日本ランク2位でも年収は20万円…元プロ格闘家が告白する「キックボクシング業界」の厳しすぎる現実
プレジデントオンライン / 2024年1月23日 14時15分
■勝っても負けてもファイトマネーは3万円
YouTubeなどで格闘技系のコンテンツはとても人気がある。腕自慢の素人が「夢をつかむために、プロになりたい」と宣言するのも恒例だ。しかし、ほとんどの「プロ格闘家」の懐事情は厳しい。本稿では、筆者の友人で、日本ランキング2位の実績をもつ、プロキックボクサーの児嶋真人氏の例を紹介したい。

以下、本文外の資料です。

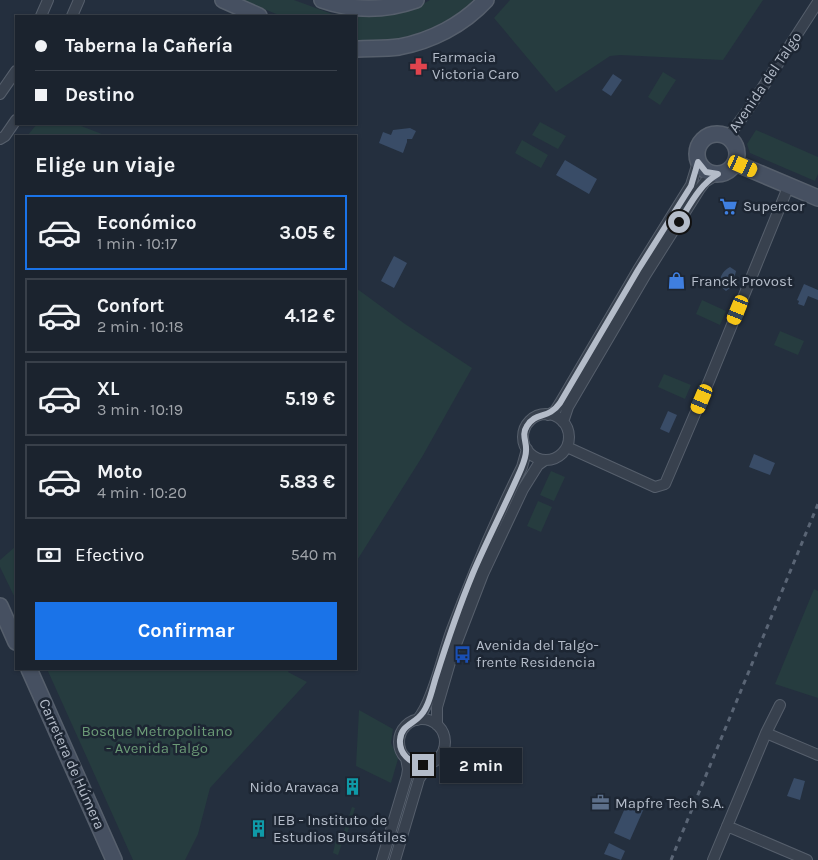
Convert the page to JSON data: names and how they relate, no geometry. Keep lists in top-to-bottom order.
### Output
{
  "streets": {
    "street": ["Avenida del Talgo", "Carretera de Húmera"]
  },
  "parks": ["Bosque Metropolitano - Avenida Talgo"],
  "places": {
    "pharmacy": ["Farmacia Victoria Caro"],
    "supermarket": ["Supercor"],
    "shop": ["Franck Provost"],
    "bus stop": ["Avenida del Talgo- frente Residencia"],
    "building": ["Nido Aravaca", "IEB - Instituto de Estudios Bursátiles"],
    "office": ["Mapfre Tech S.A."]
  },
  "page": {
    "banner": ["Taberna la Cañería", "Destino"],
    "heading": "Elige un viaje",
    "list": [
      {
        "name": "Económico",
        "note": "1 min · 10:17",
        "value": "3.05 €"
      },
      {
        "name": "Confort",
        "note": "2 min · 10:18",
        "value": "4.12 €"
      },
      {
        "name": "XL",
        "note": "3 min · 10:19",
        "value": "5.19 €"
      },
      {
        "name": "Moto",
        "note": "4 min · 10:20",
        "value": "5.83 €"
      }
    ],
    "pay": ["Efectivo", "540 m"],
    "buttons": "Confirmar",
    "bubble": "2 min"
  }
}
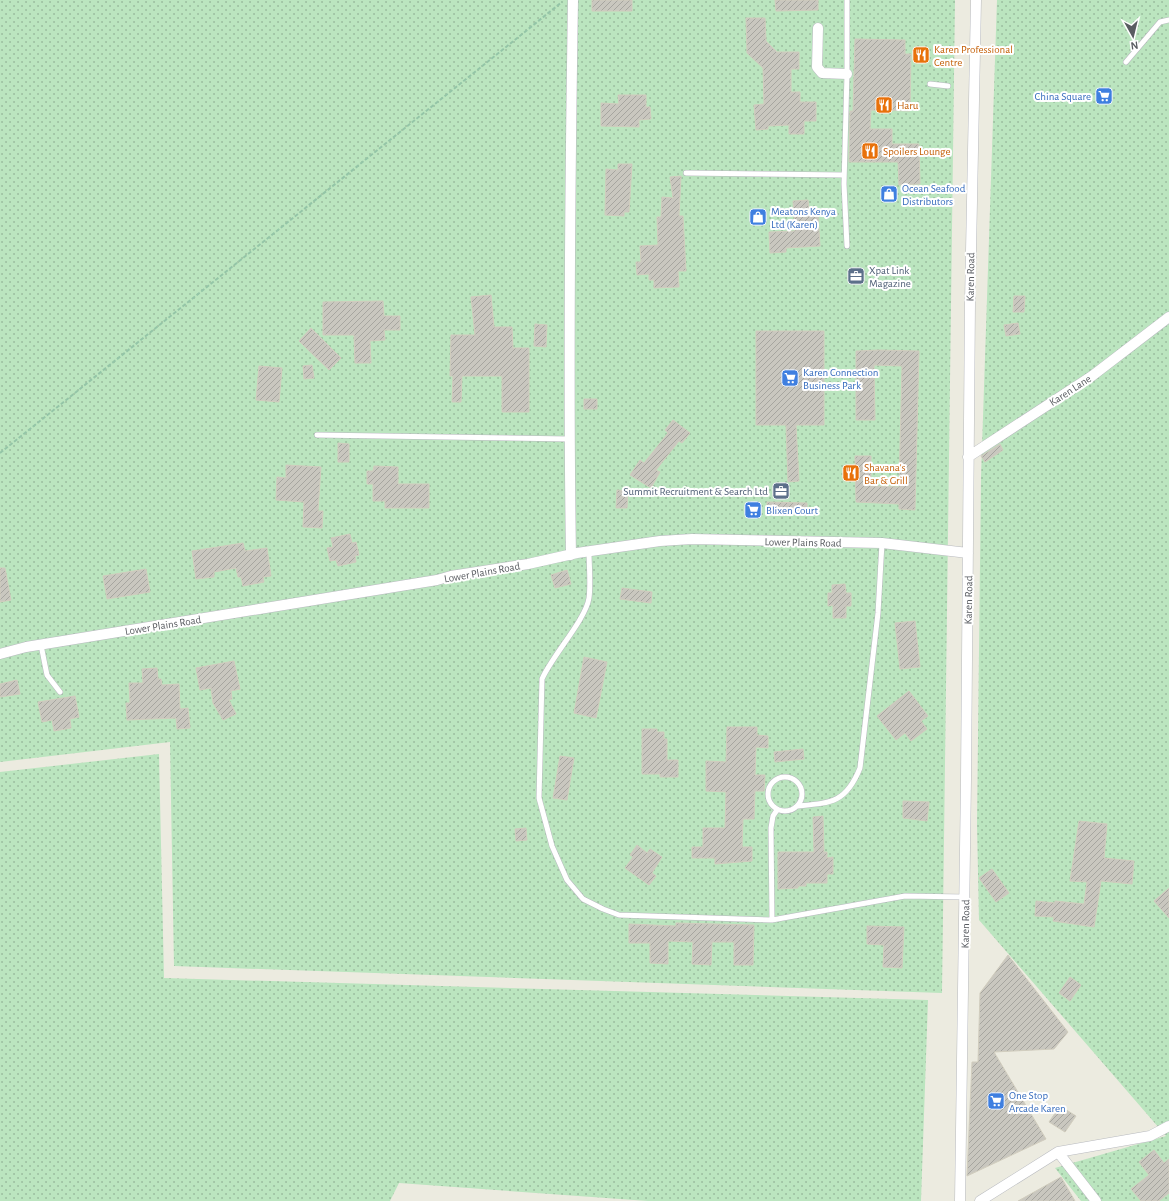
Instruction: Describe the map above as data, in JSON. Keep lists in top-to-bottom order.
{
  "streets": {
    "street": ["Karen Road", "Karen Lane", "Lower Plains Road"]
  },
  "crossings": [
    ["Karen Road", "Karen Lane"],
    ["Karen Road", "Lower Plains Road"]
  ],
  "places": {
    "restaurant": [
      "Karen Professional Centre",
      "Haru",
      "Spoilers Lounge",
      "Shavana's Bar & Grill"
    ],
    "supermarket": [
      "China Square",
      "Karen Connection Business Park",
      "Blixen Court",
      "One Stop Arcade Karen"
    ],
    "shop": ["Ocean Seafood Distributors", "Meatons Kenya Ltd (Karen)"],
    "office": ["Xpat Link Magazine", "Summit Recruitment & Search Ltd"]
  },
  "north": "bottom"
}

児嶋氏は、キックボクシング団体JAPAN KICKBOXING INNOVATION(以下INNOVATION)でプロデビューし、破竹の勢いで4連勝を飾った。その後Sフェザー級2位まで上り詰め、同階級のチャンピオンとは3度も対戦した。いずれも僅差の判定負けを喫したが、日本一になってもおかしくない実力の持ち主だった。
プロのキックボクサーの収入は「ファイトマネー」「手売りチケットの販売手数料」「スポンサー収入」の3つ。スポンサーを見つけられる選手はごくわずかで、主な収入減は2つになる。
■得られる報酬は年間で約20万円
ファイトマネーは、児嶋氏の所属団体の場合、3万~4万円ほど。通常の試合でもチャンピオンを決める大会でも、勝敗によるボーナスはなく、買っても負けても金額は変わらない。

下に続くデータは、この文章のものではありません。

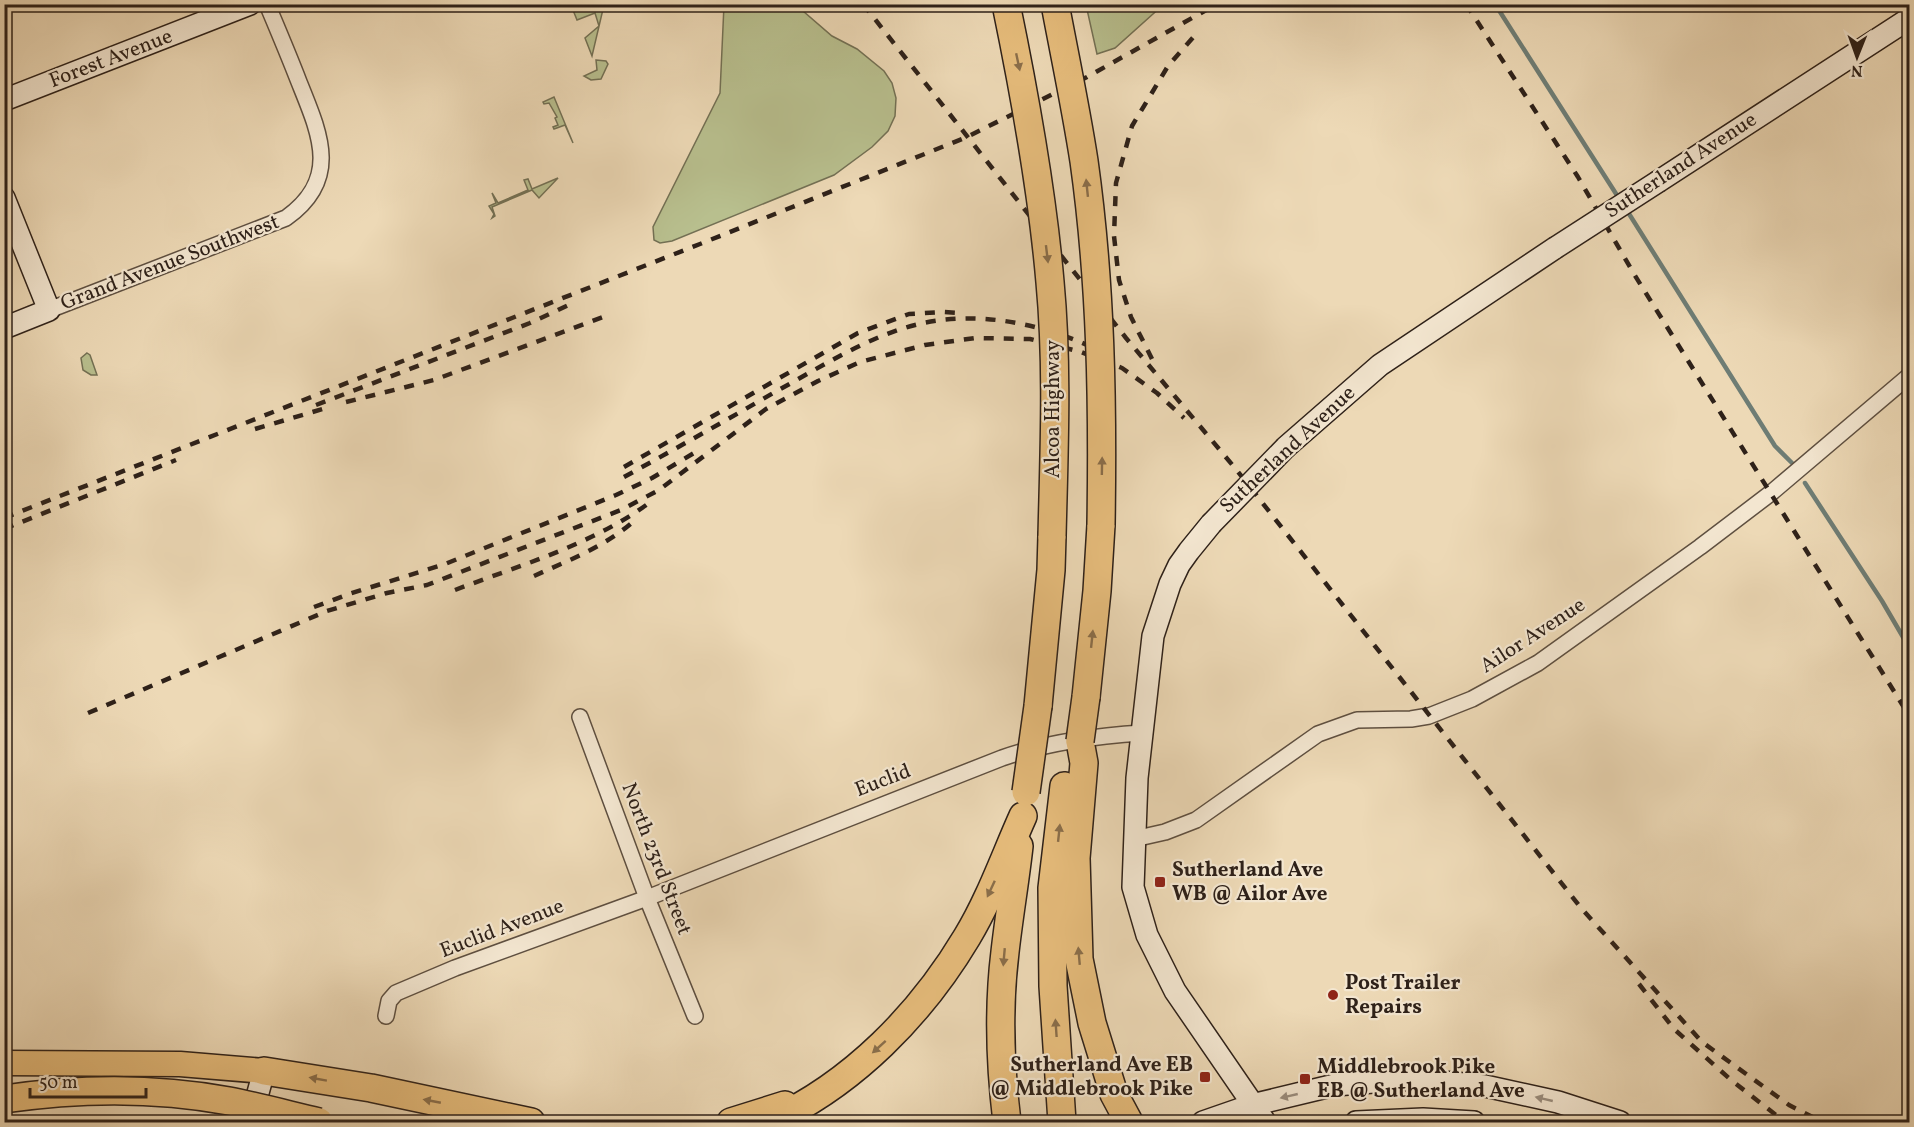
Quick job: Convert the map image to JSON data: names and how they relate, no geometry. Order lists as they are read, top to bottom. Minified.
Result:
{"streets":{"highway":["Alcoa Highway"],"street":["Forest Avenue","Sutherland Avenue","Grand Avenue Southwest","Ailor Avenue","Euclid","North 23rd Street","Euclid Avenue"]},"crossings":[["Sutherland Avenue","Ailor Avenue"],["Sutherland Avenue","Euclid"],["Euclid","North 23rd Street"],["Euclid","Euclid Avenue"],["North 23rd Street","Euclid Avenue"]],"places":{"transit":["Sutherland Ave WB @ Ailor Ave","Sutherland Ave EB @ Middlebrook Pike","Middlebrook Pike EB @ Sutherland Ave"],"other":["Post Trailer Repairs"]},"scale_bar":"50 m","north":"bottom"}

チケットの販売手数料は、選手自身が手売りした分の40%をもらえる仕組みだ。チケット代は約7000円なので、1枚につき3000円ほどの収入になる。なお、一般客のチケット代は「運営費用に回す必要がある」とされ、選手の取り分はない。
チャンピオンを決める大会は1000名以上の観客が集まることもあるが、児嶋氏はどんなに頑張っても10~20枚ほどしか手売りできなかった。お金を払ってまで格闘技を観たいと思う知人は少なく、さらに児嶋氏は茨城出身なので、東京の試合に地元の友人を呼びにくかった。
50~100枚ほど手売りする選手もいるが、大半の選手は児嶋氏と同じくらいしか売れない。1試合の報酬は、ファイトマネーと合わせても多くて8万円ほどだ。
通常の試合はチャンピオンを決める大会より規模が小さいため、観客は200~400人。チケットは数枚しか手売りできない。ファイトマネーと合わせても報酬は4万~5万円だ。
プロのキックボクサーは年に3~4回の試合数が一般的なので、得られる収益は年間で約20万円。ジムへ支払うお金が年間12万円、プロライセンス更新が年間5000円かかるため、手元には数万円しか残らない。
■ランキングの6~8位が空位
なぜプロのキックボクサーはこれほど薄給なのか? その理由の一つに、団体数の多さが挙げられる。
「キックボクシングの団体は小さいものを含めると20を超えます。僕は2021年に現役を引退してからレフェリーを務めているので、この業界に10年身を置いています。それでも把握できないほどの数です」(児嶋氏、以下同)
団体数が多いことによる弊害は3つある。
1つ目は、選手が分散してしまうことで、選手のレベルが上がりにくいことだ。
児嶋氏はINNOVATIONのSフェザー級2位だったが、当時は6位、7位、8位が空位だった。ランキングに入る条件は、INNOVATIONが規定する試合数をこなしていること。つまり、その基準を満たした選手が、当時は1~5位、9~10位の7人しかいなかった。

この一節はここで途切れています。